**Action item:** Would you set down every entry shown below, precisely as written?

### Records to process ###

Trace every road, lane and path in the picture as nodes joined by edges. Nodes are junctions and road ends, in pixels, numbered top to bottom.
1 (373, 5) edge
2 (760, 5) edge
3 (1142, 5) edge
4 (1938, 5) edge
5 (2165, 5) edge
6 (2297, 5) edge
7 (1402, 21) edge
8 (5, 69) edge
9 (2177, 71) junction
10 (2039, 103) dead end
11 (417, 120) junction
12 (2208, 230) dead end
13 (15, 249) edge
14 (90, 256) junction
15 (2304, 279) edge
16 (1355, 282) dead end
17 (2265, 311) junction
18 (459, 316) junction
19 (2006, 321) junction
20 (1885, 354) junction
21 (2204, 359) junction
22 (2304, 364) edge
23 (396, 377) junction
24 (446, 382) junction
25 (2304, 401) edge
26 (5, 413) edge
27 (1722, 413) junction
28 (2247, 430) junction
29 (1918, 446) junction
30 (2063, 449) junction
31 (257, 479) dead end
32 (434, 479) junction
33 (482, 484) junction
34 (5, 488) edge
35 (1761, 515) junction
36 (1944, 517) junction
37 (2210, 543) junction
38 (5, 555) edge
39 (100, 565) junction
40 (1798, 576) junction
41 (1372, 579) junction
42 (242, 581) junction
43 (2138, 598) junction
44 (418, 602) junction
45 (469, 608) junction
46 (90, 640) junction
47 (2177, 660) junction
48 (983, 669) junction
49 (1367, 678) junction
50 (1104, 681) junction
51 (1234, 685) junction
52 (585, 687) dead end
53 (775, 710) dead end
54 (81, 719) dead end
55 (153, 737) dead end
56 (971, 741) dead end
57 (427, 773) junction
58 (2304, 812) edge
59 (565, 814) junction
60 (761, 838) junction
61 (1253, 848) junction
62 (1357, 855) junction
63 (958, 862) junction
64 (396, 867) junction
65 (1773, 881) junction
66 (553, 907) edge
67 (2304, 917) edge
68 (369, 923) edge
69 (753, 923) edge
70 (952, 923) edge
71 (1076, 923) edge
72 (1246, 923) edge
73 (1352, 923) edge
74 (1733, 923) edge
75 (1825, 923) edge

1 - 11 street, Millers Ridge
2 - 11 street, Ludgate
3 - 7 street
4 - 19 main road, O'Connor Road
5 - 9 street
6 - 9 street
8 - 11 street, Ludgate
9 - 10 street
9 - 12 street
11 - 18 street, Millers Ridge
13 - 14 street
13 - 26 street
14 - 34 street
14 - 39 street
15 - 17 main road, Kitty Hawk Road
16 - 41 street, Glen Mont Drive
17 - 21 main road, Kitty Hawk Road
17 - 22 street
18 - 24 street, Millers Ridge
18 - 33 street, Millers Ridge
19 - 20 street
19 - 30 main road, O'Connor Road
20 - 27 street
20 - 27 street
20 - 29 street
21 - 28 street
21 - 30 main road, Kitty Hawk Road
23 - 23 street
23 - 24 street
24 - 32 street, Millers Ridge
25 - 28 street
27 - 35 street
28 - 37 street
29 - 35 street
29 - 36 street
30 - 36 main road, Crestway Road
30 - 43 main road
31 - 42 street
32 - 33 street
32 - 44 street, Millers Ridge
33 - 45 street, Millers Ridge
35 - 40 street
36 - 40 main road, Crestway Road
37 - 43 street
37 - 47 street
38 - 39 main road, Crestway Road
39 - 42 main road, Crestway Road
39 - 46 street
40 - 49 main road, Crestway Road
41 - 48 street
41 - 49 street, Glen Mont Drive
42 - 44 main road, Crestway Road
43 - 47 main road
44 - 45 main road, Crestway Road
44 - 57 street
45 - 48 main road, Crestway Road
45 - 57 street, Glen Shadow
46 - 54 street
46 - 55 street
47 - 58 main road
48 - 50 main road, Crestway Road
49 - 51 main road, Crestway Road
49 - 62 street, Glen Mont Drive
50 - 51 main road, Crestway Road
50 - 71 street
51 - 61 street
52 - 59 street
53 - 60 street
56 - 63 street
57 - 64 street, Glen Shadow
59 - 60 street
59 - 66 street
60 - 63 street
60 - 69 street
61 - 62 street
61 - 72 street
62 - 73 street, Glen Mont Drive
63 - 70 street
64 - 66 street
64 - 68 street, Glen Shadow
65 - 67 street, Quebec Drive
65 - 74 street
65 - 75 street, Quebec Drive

###

**Completed exercise:**
Trace every road, lane and path in the picture as nodes joined by edges. Nodes are junctions and road ends, in pixels, numbered top to bottom.
1 (373, 5) edge
2 (760, 5) edge
3 (1142, 5) edge
4 (1938, 5) edge
5 (2165, 5) edge
6 (2297, 5) edge
7 (1402, 21) edge
8 (5, 69) edge
9 (2177, 71) junction
10 (2039, 103) dead end
11 (417, 120) junction
12 (2208, 230) dead end
13 (15, 249) edge
14 (90, 256) junction
15 (2304, 279) edge
16 (1355, 282) dead end
17 (2265, 311) junction
18 (459, 316) junction
19 (2006, 321) junction
20 (1885, 354) junction
21 (2204, 359) junction
22 (2304, 364) edge
23 (396, 377) junction
24 (446, 382) junction
25 (2304, 401) edge
26 (5, 413) edge
27 (1722, 413) junction
28 (2247, 430) junction
29 (1918, 446) junction
30 (2063, 449) junction
31 (257, 479) dead end
32 (434, 479) junction
33 (482, 484) junction
34 (5, 488) edge
35 (1761, 515) junction
36 (1944, 517) junction
37 (2210, 543) junction
38 (5, 555) edge
39 (100, 565) junction
40 (1798, 576) junction
41 (1372, 579) junction
42 (242, 581) junction
43 (2138, 598) junction
44 (418, 602) junction
45 (469, 608) junction
46 (90, 640) junction
47 (2177, 660) junction
48 (983, 669) junction
49 (1367, 678) junction
50 (1104, 681) junction
51 (1234, 685) junction
52 (585, 687) dead end
53 (775, 710) dead end
54 (81, 719) dead end
55 (153, 737) dead end
56 (971, 741) dead end
57 (427, 773) junction
58 (2304, 812) edge
59 (565, 814) junction
60 (761, 838) junction
61 (1253, 848) junction
62 (1357, 855) junction
63 (958, 862) junction
64 (396, 867) junction
65 (1773, 881) junction
66 (553, 907) edge
67 (2304, 917) edge
68 (369, 923) edge
69 (753, 923) edge
70 (952, 923) edge
71 (1076, 923) edge
72 (1246, 923) edge
73 (1352, 923) edge
74 (1733, 923) edge
75 (1825, 923) edge

1 - 11 street, Millers Ridge
2 - 11 street, Ludgate
3 - 7 street
4 - 19 main road, O'Connor Road
5 - 9 street
6 - 9 street
8 - 11 street, Ludgate
9 - 10 street
9 - 12 street
11 - 18 street, Millers Ridge
13 - 14 street
13 - 26 street
14 - 34 street
14 - 39 street
15 - 17 main road, Kitty Hawk Road
16 - 41 street, Glen Mont Drive
17 - 21 main road, Kitty Hawk Road
17 - 22 street
18 - 24 street, Millers Ridge
18 - 33 street, Millers Ridge
19 - 20 street
19 - 30 main road, O'Connor Road
20 - 27 street
20 - 27 street
20 - 29 street
21 - 28 street
21 - 30 main road, Kitty Hawk Road
23 - 23 street
23 - 24 street
24 - 32 street, Millers Ridge
25 - 28 street
27 - 35 street
28 - 37 street
29 - 35 street
29 - 36 street
30 - 36 main road, Crestway Road
30 - 43 main road
31 - 42 street
32 - 33 street
32 - 44 street, Millers Ridge
33 - 45 street, Millers Ridge
35 - 40 street
36 - 40 main road, Crestway Road
37 - 43 street
37 - 47 street
38 - 39 main road, Crestway Road
39 - 42 main road, Crestway Road
39 - 46 street
40 - 49 main road, Crestway Road
41 - 48 street
41 - 49 street, Glen Mont Drive
42 - 44 main road, Crestway Road
43 - 47 main road
44 - 45 main road, Crestway Road
44 - 57 street
45 - 48 main road, Crestway Road
45 - 57 street, Glen Shadow
46 - 54 street
46 - 55 street
47 - 58 main road
48 - 50 main road, Crestway Road
49 - 51 main road, Crestway Road
49 - 62 street, Glen Mont Drive
50 - 51 main road, Crestway Road
50 - 71 street
51 - 61 street
52 - 59 street
53 - 60 street
56 - 63 street
57 - 64 street, Glen Shadow
59 - 60 street
59 - 66 street
60 - 63 street
60 - 69 street
61 - 62 street
61 - 72 street
62 - 73 street, Glen Mont Drive
63 - 70 street
64 - 66 street
64 - 68 street, Glen Shadow
65 - 67 street, Quebec Drive
65 - 74 street
65 - 75 street, Quebec Drive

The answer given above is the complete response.